Bakker, S., A. N. Antle, et al. (2012). “Embodied metaphors in tangible interaction design.” Personal and Ubiquitous Computing 16(4): 433-449.

This is a paper that analyses the use of metaphors for embodied interaction or tangible user interfaces (TUI).

It is required to study which embodied metaphors will be able to be translated into the TUI. When children employ embodied interaction, it supports their cognitive development. Their knowledge is developed by experiences they had in the real world. High-order thinking processes arises from bodily disposition and experiences producing this way their cognitive structures. These thinking processes are also known as ‘image or bodied schemata’. Here is where metaphors make relationships in between concepts.

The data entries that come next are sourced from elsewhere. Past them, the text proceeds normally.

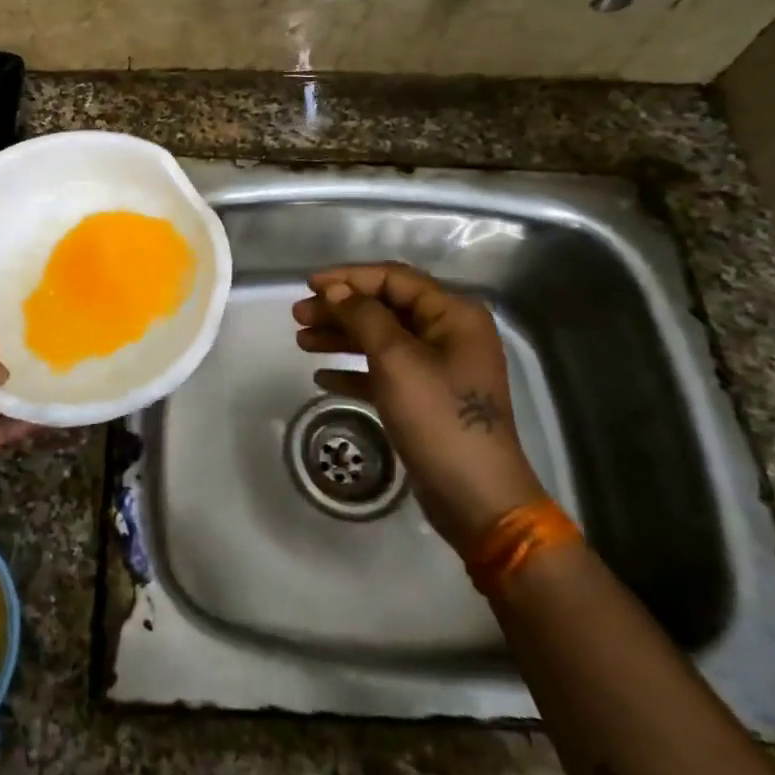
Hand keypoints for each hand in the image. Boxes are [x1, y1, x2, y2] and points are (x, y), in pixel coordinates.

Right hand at [293, 263, 546, 549]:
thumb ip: (364, 317)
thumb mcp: (396, 360)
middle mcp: (448, 334)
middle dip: (340, 309)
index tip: (309, 285)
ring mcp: (438, 368)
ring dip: (341, 337)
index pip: (394, 279)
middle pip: (385, 308)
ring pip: (380, 339)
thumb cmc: (438, 417)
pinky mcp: (425, 398)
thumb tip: (337, 291)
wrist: (476, 496)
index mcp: (453, 315)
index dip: (349, 278)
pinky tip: (323, 378)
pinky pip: (384, 372)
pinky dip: (354, 371)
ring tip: (301, 341)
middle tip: (298, 316)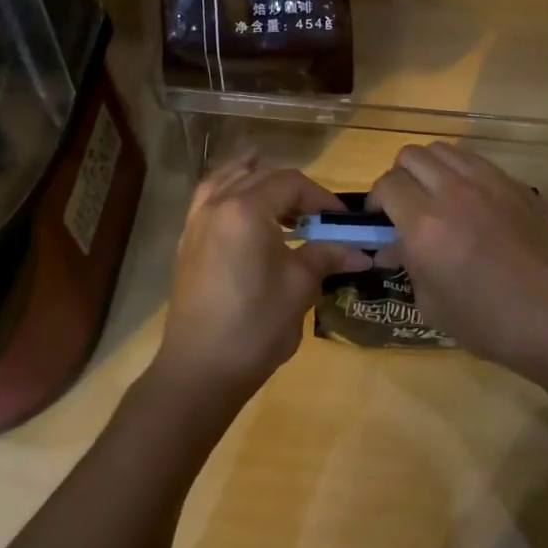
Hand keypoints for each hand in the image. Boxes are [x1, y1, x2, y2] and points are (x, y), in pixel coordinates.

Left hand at [154, 154, 361, 408]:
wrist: (200, 370)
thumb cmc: (255, 326)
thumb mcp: (299, 287)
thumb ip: (327, 256)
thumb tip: (360, 251)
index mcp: (247, 210)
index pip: (291, 184)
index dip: (321, 197)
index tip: (342, 220)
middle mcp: (218, 204)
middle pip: (262, 177)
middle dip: (295, 191)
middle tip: (319, 218)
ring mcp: (198, 220)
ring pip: (230, 179)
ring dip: (259, 180)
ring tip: (281, 196)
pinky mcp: (188, 240)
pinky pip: (209, 196)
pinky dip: (228, 187)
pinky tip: (240, 199)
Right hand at [370, 143, 547, 386]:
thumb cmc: (491, 324)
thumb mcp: (433, 305)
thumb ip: (408, 265)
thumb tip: (392, 247)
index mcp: (427, 226)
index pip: (387, 185)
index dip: (376, 200)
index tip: (379, 219)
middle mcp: (454, 193)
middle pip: (411, 155)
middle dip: (399, 177)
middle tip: (405, 205)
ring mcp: (489, 183)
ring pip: (444, 149)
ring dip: (430, 168)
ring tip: (436, 195)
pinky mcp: (516, 185)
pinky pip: (476, 161)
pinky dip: (461, 172)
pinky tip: (471, 201)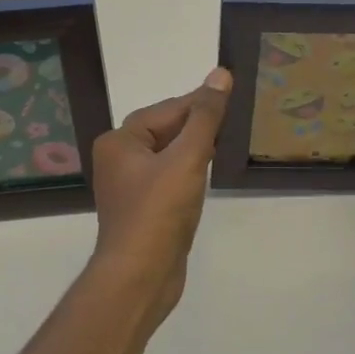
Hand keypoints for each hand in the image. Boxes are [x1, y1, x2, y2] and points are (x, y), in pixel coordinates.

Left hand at [88, 69, 232, 323]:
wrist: (140, 279)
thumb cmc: (158, 212)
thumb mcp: (186, 158)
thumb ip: (206, 116)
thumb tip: (220, 74)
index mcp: (120, 141)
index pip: (168, 109)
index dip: (201, 102)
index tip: (232, 92)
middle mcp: (119, 158)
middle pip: (166, 129)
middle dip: (199, 124)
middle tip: (235, 117)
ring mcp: (130, 185)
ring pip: (169, 153)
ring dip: (196, 146)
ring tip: (228, 140)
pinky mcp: (144, 208)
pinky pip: (169, 176)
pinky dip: (190, 170)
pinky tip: (210, 171)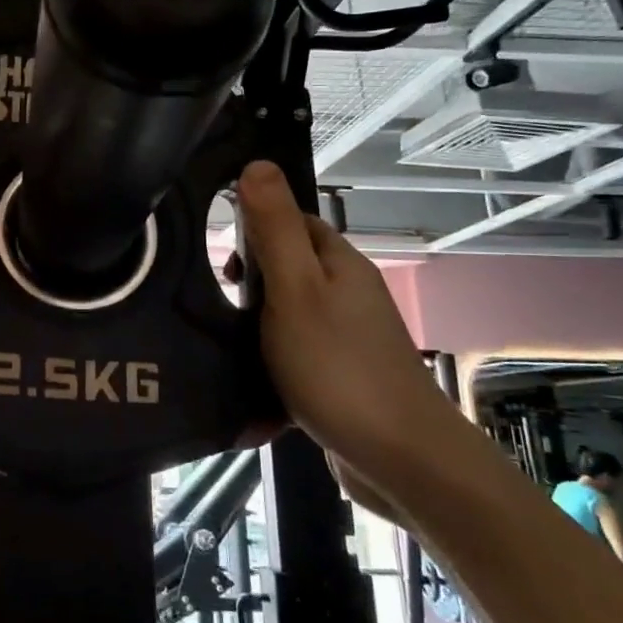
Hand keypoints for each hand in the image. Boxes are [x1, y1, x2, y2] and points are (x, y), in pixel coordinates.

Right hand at [235, 160, 462, 513]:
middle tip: (223, 308)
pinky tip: (251, 391)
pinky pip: (295, 359)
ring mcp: (346, 338)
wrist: (399, 458)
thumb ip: (274, 228)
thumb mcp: (295, 288)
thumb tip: (258, 163)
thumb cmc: (337, 365)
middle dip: (249, 284)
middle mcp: (347, 294)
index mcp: (338, 264)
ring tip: (228, 349)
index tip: (223, 263)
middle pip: (287, 269)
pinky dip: (270, 369)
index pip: (291, 222)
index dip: (253, 230)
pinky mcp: (340, 378)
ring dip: (254, 329)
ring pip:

Researchers like Vygotsky and Galperin, have stated how material operations are the source of mental procedures. For this, physical objects can narrow the gap in between concrete and abstract concepts as proposed by Bruner. So the process of gaining new knowledge is based on experiences that are further on reflected. TUIs specialise in this kind of reflection, specially abstract problems.

On the design aspect, it is very important that the interaction design is properly developed, making sure that the embodied object translates into the cognitive process.

This team identified five stages where the object can be analysed to provide the best user involvement:

  1. Enactment studies to identify applicable embodied metaphors
  2. Creating low-fidelity prototypes based on embodied metaphors, to explore the input design space
  3. Evaluating low-fidelity prototypes to validate the input design space in terms of affordances which support embodied schematic movements
  4. Creating high-fidelity interactive prototypes with suitable affordances, to explore the mapping between the input design space and metaphorically linked output responses
  5. Evaluating high-fidelity interactive prototypes, to validate the input design space, embodied interactional mappings and output responses

Applying Situation Awareness Approach to Cooperative Play in Interactive Installation Storytelling System

Wen-Hwa, C., S. Chich-Jen, et al. (2010). “Applying Situation Awareness Approach to Cooperative Play in Interactive Installation Storytelling System.” Cooperative Design, Visualization, and Engineering. Proceedings 7th International Conference, CDVE 2010.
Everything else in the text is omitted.